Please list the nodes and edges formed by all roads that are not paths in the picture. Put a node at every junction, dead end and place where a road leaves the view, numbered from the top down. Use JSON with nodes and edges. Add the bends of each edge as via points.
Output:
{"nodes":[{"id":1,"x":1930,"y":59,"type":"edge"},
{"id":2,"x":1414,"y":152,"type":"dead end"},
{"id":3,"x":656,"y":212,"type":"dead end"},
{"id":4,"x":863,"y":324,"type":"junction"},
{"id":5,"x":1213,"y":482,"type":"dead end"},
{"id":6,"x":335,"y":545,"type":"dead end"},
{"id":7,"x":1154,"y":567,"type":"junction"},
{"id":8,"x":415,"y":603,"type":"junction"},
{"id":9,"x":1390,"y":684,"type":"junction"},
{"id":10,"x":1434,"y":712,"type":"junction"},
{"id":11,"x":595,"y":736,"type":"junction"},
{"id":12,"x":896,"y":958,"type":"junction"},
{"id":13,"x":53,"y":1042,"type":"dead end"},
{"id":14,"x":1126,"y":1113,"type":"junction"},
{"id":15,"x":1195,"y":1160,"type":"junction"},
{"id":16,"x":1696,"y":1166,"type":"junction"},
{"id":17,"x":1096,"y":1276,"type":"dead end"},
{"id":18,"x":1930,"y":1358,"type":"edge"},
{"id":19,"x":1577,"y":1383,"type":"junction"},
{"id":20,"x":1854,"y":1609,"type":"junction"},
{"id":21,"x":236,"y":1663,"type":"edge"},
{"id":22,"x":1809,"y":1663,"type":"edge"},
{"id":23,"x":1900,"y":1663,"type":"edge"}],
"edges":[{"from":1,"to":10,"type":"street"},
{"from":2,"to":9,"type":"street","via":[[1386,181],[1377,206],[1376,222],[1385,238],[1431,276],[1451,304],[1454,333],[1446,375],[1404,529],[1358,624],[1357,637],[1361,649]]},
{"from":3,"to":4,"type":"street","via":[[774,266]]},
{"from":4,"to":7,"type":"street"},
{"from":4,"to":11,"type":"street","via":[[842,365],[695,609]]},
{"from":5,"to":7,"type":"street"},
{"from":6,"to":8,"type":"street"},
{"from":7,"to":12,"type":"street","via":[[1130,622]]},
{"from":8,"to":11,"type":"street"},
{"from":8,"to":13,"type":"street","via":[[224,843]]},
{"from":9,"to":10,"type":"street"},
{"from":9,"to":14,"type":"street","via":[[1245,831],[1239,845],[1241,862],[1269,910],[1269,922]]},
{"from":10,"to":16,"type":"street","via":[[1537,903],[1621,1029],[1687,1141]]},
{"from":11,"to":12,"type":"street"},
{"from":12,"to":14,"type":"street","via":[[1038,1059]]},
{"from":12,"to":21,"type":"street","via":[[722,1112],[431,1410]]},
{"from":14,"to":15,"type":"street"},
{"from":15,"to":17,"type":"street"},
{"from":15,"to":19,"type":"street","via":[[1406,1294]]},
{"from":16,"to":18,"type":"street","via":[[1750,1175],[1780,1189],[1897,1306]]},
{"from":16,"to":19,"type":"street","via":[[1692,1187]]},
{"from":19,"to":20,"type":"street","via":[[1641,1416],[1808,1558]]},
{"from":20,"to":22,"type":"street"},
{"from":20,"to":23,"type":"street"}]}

★ ★ ★ ★ ★

Requirement: How many of the lines in the material hold the word "nodes"? Give that number alone.

Your response: 2